TASK OBJECTIVE: Start to finish, print the entries exactly, and carry none of the pictures over.

****************

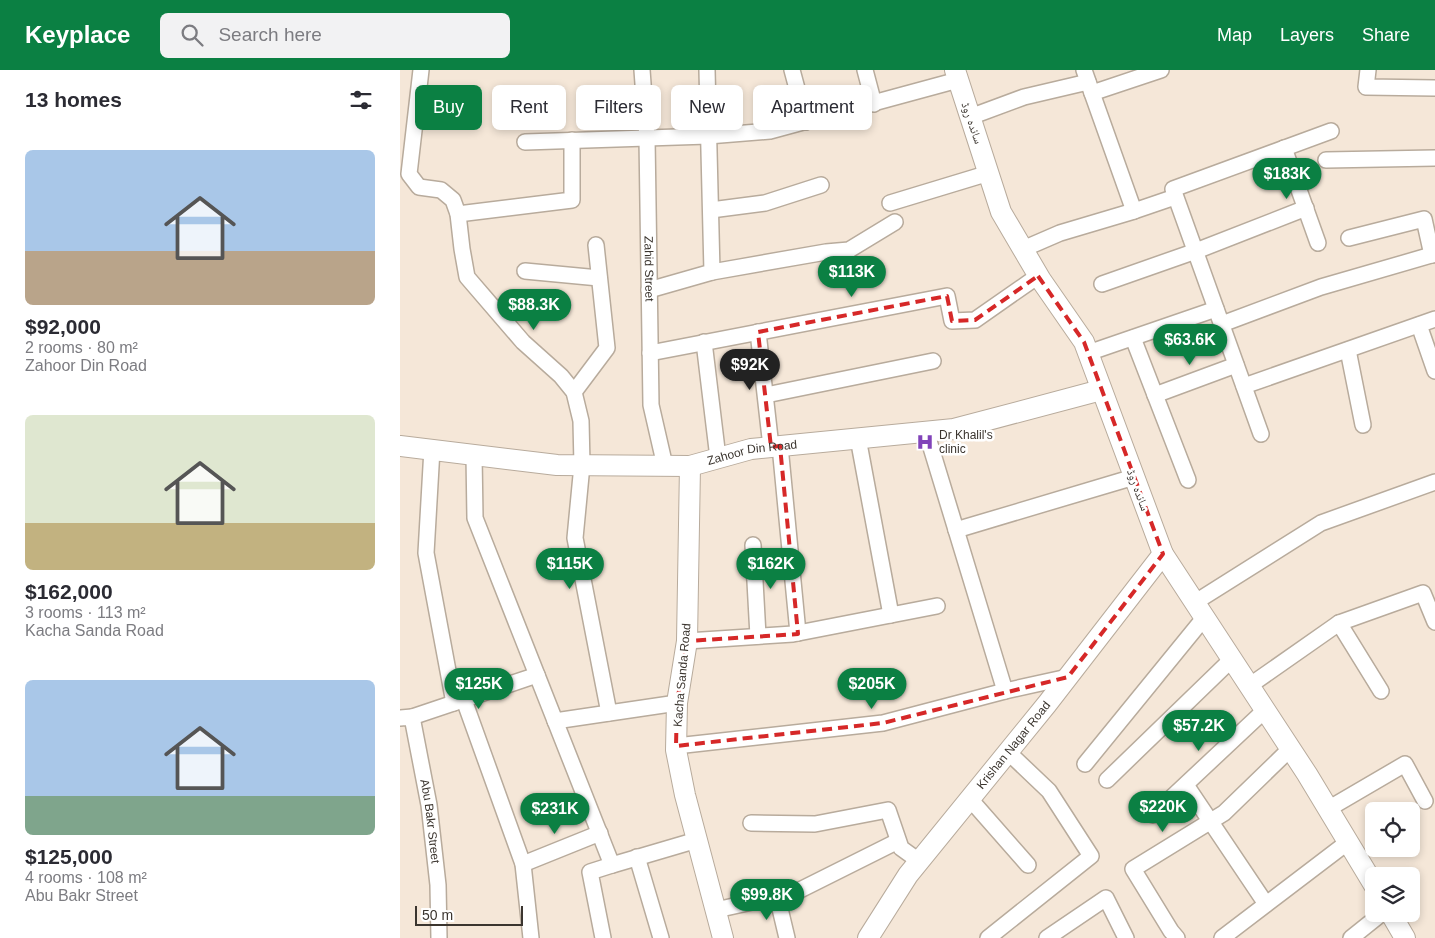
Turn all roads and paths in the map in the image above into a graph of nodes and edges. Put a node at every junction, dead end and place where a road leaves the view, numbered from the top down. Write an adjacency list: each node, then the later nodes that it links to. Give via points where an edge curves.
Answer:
1 (421, 70): 14 (street)
2 (642, 70): 18 (street, Zahid Street)
3 (707, 70): 17 (street)
4 (792, 70): 10 (street)
5 (865, 70): 12 (street)
6 (1161, 70): 9 (street)
7 (1368, 70): 11 (street, via 1366,87)
8 (956, 75): 12 (street); 13 (main road, ساندہ روڈ)
9 (1088, 82): 13 (street, via 1024,97); 30 (street)
10 (796, 85)
11 (1435, 88)
12 (874, 104)
13 (970, 117): 24 (main road, ساندہ روڈ)
14 (407, 124): 31 (street, via 409,174 419,188 441,190 453,200)
15 (774, 130): 17 (street)
16 (1331, 131): 21 (street)
17 (708, 136): 18 (street); 29 (street)
18 (647, 138): 19 (street); 44 (street, Zahid Street)
19 (572, 140): 20 (street); 31 (street, via 572,200)
20 (525, 142)
21 (1284, 148): 26 (street, via 1173,189); 28 (street)
22 (1435, 158): 23 (street)
23 (1326, 160)
24 (989, 173): 27 (street); 36 (main road, ساندہ روڈ, via 1001,212)
25 (821, 185): 29 (street, via 765,204)
26 (1176, 197): 30 (street); 37 (street)
27 (890, 203)
28 (1306, 208): 34 (street); 37 (street)
29 (710, 210): 40 (street)
30 (1134, 210): 36 (street, via 1060,232)
31 (458, 214): 60 (street, via 467,277 524,342)
32 (895, 222): 40 (street, via 849,250)
33 (1349, 238): 38 (street, via 1424,219)
34 (1318, 243)
35 (596, 245): 42 (street)
36 (1023, 249): 41 (main road, ساندہ روڈ)
37 (1196, 251): 43 (street); 45 (street)
38 (1434, 255): 47 (street, via 1321,286)
39 (525, 272): 42 (street)
40 (712, 272): 44 (street)
41 (1038, 276): 49 (street, via 976,320 952,321 946,296); 54 (main road, ساندہ روڈ, via 1084,342)
42 (599, 278): 60 (street, via 607,348)
43 (1102, 284)
44 (649, 290): 53 (street, Zahid Street)
45 (1216, 309): 47 (street); 50 (street)
46 (1435, 319): 48 (street)
47 (1222, 324): 56 (street)
48 (1419, 325): 52 (street); 57 (street)
49 (758, 332): 51 (street); 61 (street)
50 (1133, 338): 54 (street); 62 (street)
51 (704, 342): 53 (street); 71 (street)
52 (1348, 350): 58 (street); 63 (street)
53 (650, 352): 73 (street, Zahid Street, via 651,405)
54 (1088, 353): 59 (main road, ساندہ روڈ)
55 (932, 362): 61 (street)
56 (1236, 365): 58 (street); 62 (street)
57 (1435, 371)
58 (1244, 386): 65 (street)
59 (1102, 390): 64 (main road, Zahoor Din Road, via 954,429); 75 (main road, ساندہ روڈ)
60 (574, 392): 72 (street, via 581,421)
61 (766, 395): 68 (street)
62 (1155, 395): 76 (street)
63 (1363, 425)
64 (926, 431): 66 (main road, Zahoor Din Road); 78 (street)
65 (1261, 434)
66 (858, 438): 68 (main road, Zahoor Din Road); 83 (street)
67 (400, 446): 69 (main road, Zahoor Din Road)
68 (776, 446): 71 (main road, Zahoor Din Road); 86 (street)
69 (432, 449): 70 (main road, Zahoor Din Road); 95 (street, via 426,553)
70 (474, 455): 72 (main road, Zahoor Din Road); 90 (street, via 475,518)
71 (718, 458): 74 (main road, Zahoor Din Road)
72 (582, 465): 73 (main road, Zahoor Din Road); 98 (street, via 575,538)
73 (665, 466): 74 (main road, Zahoor Din Road)
74 (690, 466): 88 (main road, Kacha Sanda Road)
75 (1134, 478): 78 (street); 80 (main road, ساندہ روڈ)
76 (1188, 480)
77 (1435, 482): 82 (street, via 1321,523)
78 (956, 530): 93 (street)
79 (753, 545): 87 (street)
80 (1163, 554): 82 (main road, ساندہ روڈ); 91 (main road, Krishan Nagar Road)
81 (937, 606): 83 (street)
82 (1199, 610): 89 (main road, ساندہ روڈ); 104 (street)
83 (891, 615): 86 (street)
84 (1435, 622): 85 (street, via 1423,593)
85 (1339, 623): 92 (street); 94 (street)
86 (798, 633): 87 (street)
87 (758, 636): 88 (street)
88 (687, 641): 96 (main road, Kacha Sanda Road)
89 (1232, 659): 92 (main road, ساندہ روڈ); 105 (street)
90 (537, 675): 95 (street); 100 (street)
91 (1068, 678): 93 (street); 103 (main road, Krishan Nagar Road)
92 (1249, 686): 97 (main road, ساندہ روڈ)
93 (1005, 691): 101 (street, via 883,724)
94 (1381, 691)
95 (459, 702): 99 (street); 119 (street)
96 (677, 704): 98 (street); 101 (main road, Kacha Sanda Road)
97 (1265, 710): 102 (main road, ساندہ روڈ); 106 (street)
98 (609, 713): 100 (street)
99 (406, 718): 128 (street, Abu Bakr Street, via 430,814 438,885)
100 (555, 721): 113 (street)
101 (676, 746): 114 (main road, Kacha Sanda Road)
102 (1290, 749): 109 (main road, ساندہ روڈ); 111 (street, via 1224,813)
103 (1008, 752): 107 (main road, Krishan Nagar Road); 135 (street, via 1049,791 1091,856)
104 (1084, 764)
105 (1107, 780)
106 (1186, 785): 110 (street); 111 (street)
107 (970, 799): 118 (main road, Krishan Nagar Road); 121 (street)
108 (1425, 801): 109 (street, via 1405,764)
109 (1328, 809): 116 (main road, ساندہ روڈ)
110 (1153, 815)
111 (1210, 821): 124 (street); 138 (street, via 1133,869)
112 (751, 823): 115 (street, via 815,824 888,810)
113 (600, 834): 119 (street); 120 (street)
114 (697, 840): 117 (street); 125 (main road, Kacha Sanda Road)
115 (898, 841): 118 (street, via 901,848); 123 (street, via 796,892)
116 (1348, 842): 122 (main road, ساندہ روڈ); 124 (street)
117 (637, 858): 120 (street); 131 (street)
118 (919, 861): 134 (main road, Krishan Nagar Road)
119 (522, 864): 129 (street)
120 (612, 865): 130 (street, via 590,872)
121 (1028, 865)
122 (1365, 870)
123 (777, 896): 125 (street); 133 (street)
124 (1266, 904): 139 (street)
125 (716, 910): 132 (main road, Kacha Sanda Road)
126 (1370, 922): 140 (street)
127 (1396, 922): 141 (main road)
128 (439, 938)
129 (532, 938)
130 (603, 938)
131 (661, 938)
132 (723, 938)
133 (787, 938)
134 (868, 938)
135 (988, 938)
136 (1047, 938): 137 (street, via 1106,898)
137 (1126, 938)
138 (1177, 938)
139 (1222, 938)
140 (1351, 938)
141 (1405, 938)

****************

RESPONSE FOR THIS EXERCISE:
Turn all roads and paths in the map in the image above into a graph of nodes and edges. Put a node at every junction, dead end and place where a road leaves the view, numbered from the top down. Write an adjacency list: each node, then the later nodes that it links to. Give via points where an edge curves.
Answer:
1 (421, 70): 14 (street)
2 (642, 70): 18 (street, Zahid Street)
3 (707, 70): 17 (street)
4 (792, 70): 10 (street)
5 (865, 70): 12 (street)
6 (1161, 70): 9 (street)
7 (1368, 70): 11 (street, via 1366,87)
8 (956, 75): 12 (street); 13 (main road, ساندہ روڈ)
9 (1088, 82): 13 (street, via 1024,97); 30 (street)
10 (796, 85)
11 (1435, 88)
12 (874, 104)
13 (970, 117): 24 (main road, ساندہ روڈ)
14 (407, 124): 31 (street, via 409,174 419,188 441,190 453,200)
15 (774, 130): 17 (street)
16 (1331, 131): 21 (street)
17 (708, 136): 18 (street); 29 (street)
18 (647, 138): 19 (street); 44 (street, Zahid Street)
19 (572, 140): 20 (street); 31 (street, via 572,200)
20 (525, 142)
21 (1284, 148): 26 (street, via 1173,189); 28 (street)
22 (1435, 158): 23 (street)
23 (1326, 160)
24 (989, 173): 27 (street); 36 (main road, ساندہ روڈ, via 1001,212)
25 (821, 185): 29 (street, via 765,204)
26 (1176, 197): 30 (street); 37 (street)
27 (890, 203)
28 (1306, 208): 34 (street); 37 (street)
29 (710, 210): 40 (street)
30 (1134, 210): 36 (street, via 1060,232)
31 (458, 214): 60 (street, via 467,277 524,342)
32 (895, 222): 40 (street, via 849,250)
33 (1349, 238): 38 (street, via 1424,219)
34 (1318, 243)
35 (596, 245): 42 (street)
36 (1023, 249): 41 (main road, ساندہ روڈ)
37 (1196, 251): 43 (street); 45 (street)
38 (1434, 255): 47 (street, via 1321,286)
39 (525, 272): 42 (street)
40 (712, 272): 44 (street)
41 (1038, 276): 49 (street, via 976,320 952,321 946,296); 54 (main road, ساندہ روڈ, via 1084,342)
42 (599, 278): 60 (street, via 607,348)
43 (1102, 284)
44 (649, 290): 53 (street, Zahid Street)
45 (1216, 309): 47 (street); 50 (street)
46 (1435, 319): 48 (street)
47 (1222, 324): 56 (street)
48 (1419, 325): 52 (street); 57 (street)
49 (758, 332): 51 (street); 61 (street)
50 (1133, 338): 54 (street); 62 (street)
51 (704, 342): 53 (street); 71 (street)
52 (1348, 350): 58 (street); 63 (street)
53 (650, 352): 73 (street, Zahid Street, via 651,405)
54 (1088, 353): 59 (main road, ساندہ روڈ)
55 (932, 362): 61 (street)
56 (1236, 365): 58 (street); 62 (street)
57 (1435, 371)
58 (1244, 386): 65 (street)
59 (1102, 390): 64 (main road, Zahoor Din Road, via 954,429); 75 (main road, ساندہ روڈ)
60 (574, 392): 72 (street, via 581,421)
61 (766, 395): 68 (street)
62 (1155, 395): 76 (street)
63 (1363, 425)
64 (926, 431): 66 (main road, Zahoor Din Road); 78 (street)
65 (1261, 434)
66 (858, 438): 68 (main road, Zahoor Din Road); 83 (street)
67 (400, 446): 69 (main road, Zahoor Din Road)
68 (776, 446): 71 (main road, Zahoor Din Road); 86 (street)
69 (432, 449): 70 (main road, Zahoor Din Road); 95 (street, via 426,553)
70 (474, 455): 72 (main road, Zahoor Din Road); 90 (street, via 475,518)
71 (718, 458): 74 (main road, Zahoor Din Road)
72 (582, 465): 73 (main road, Zahoor Din Road); 98 (street, via 575,538)
73 (665, 466): 74 (main road, Zahoor Din Road)
74 (690, 466): 88 (main road, Kacha Sanda Road)
75 (1134, 478): 78 (street); 80 (main road, ساندہ روڈ)
76 (1188, 480)
77 (1435, 482): 82 (street, via 1321,523)
78 (956, 530): 93 (street)
79 (753, 545): 87 (street)
80 (1163, 554): 82 (main road, ساندہ روڈ); 91 (main road, Krishan Nagar Road)
81 (937, 606): 83 (street)
82 (1199, 610): 89 (main road, ساندہ روڈ); 104 (street)
83 (891, 615): 86 (street)
84 (1435, 622): 85 (street, via 1423,593)
85 (1339, 623): 92 (street); 94 (street)
86 (798, 633): 87 (street)
87 (758, 636): 88 (street)
88 (687, 641): 96 (main road, Kacha Sanda Road)
89 (1232, 659): 92 (main road, ساندہ روڈ); 105 (street)
90 (537, 675): 95 (street); 100 (street)
91 (1068, 678): 93 (street); 103 (main road, Krishan Nagar Road)
92 (1249, 686): 97 (main road, ساندہ روڈ)
93 (1005, 691): 101 (street, via 883,724)
94 (1381, 691)
95 (459, 702): 99 (street); 119 (street)
96 (677, 704): 98 (street); 101 (main road, Kacha Sanda Road)
97 (1265, 710): 102 (main road, ساندہ روڈ); 106 (street)
98 (609, 713): 100 (street)
99 (406, 718): 128 (street, Abu Bakr Street, via 430,814 438,885)
100 (555, 721): 113 (street)
101 (676, 746): 114 (main road, Kacha Sanda Road)
102 (1290, 749): 109 (main road, ساندہ روڈ); 111 (street, via 1224,813)
103 (1008, 752): 107 (main road, Krishan Nagar Road); 135 (street, via 1049,791 1091,856)
104 (1084, 764)
105 (1107, 780)
106 (1186, 785): 110 (street); 111 (street)
107 (970, 799): 118 (main road, Krishan Nagar Road); 121 (street)
108 (1425, 801): 109 (street, via 1405,764)
109 (1328, 809): 116 (main road, ساندہ روڈ)
110 (1153, 815)
111 (1210, 821): 124 (street); 138 (street, via 1133,869)
112 (751, 823): 115 (street, via 815,824 888,810)
113 (600, 834): 119 (street); 120 (street)
114 (697, 840): 117 (street); 125 (main road, Kacha Sanda Road)
115 (898, 841): 118 (street, via 901,848); 123 (street, via 796,892)
116 (1348, 842): 122 (main road, ساندہ روڈ); 124 (street)
117 (637, 858): 120 (street); 131 (street)
118 (919, 861): 134 (main road, Krishan Nagar Road)
119 (522, 864): 129 (street)
120 (612, 865): 130 (street, via 590,872)
121 (1028, 865)
122 (1365, 870)
123 (777, 896): 125 (street); 133 (street)
124 (1266, 904): 139 (street)
125 (716, 910): 132 (main road, Kacha Sanda Road)
126 (1370, 922): 140 (street)
127 (1396, 922): 141 (main road)
128 (439, 938)
129 (532, 938)
130 (603, 938)
131 (661, 938)
132 (723, 938)
133 (787, 938)
134 (868, 938)
135 (988, 938)
136 (1047, 938): 137 (street, via 1106,898)
137 (1126, 938)
138 (1177, 938)
139 (1222, 938)
140 (1351, 938)
141 (1405, 938)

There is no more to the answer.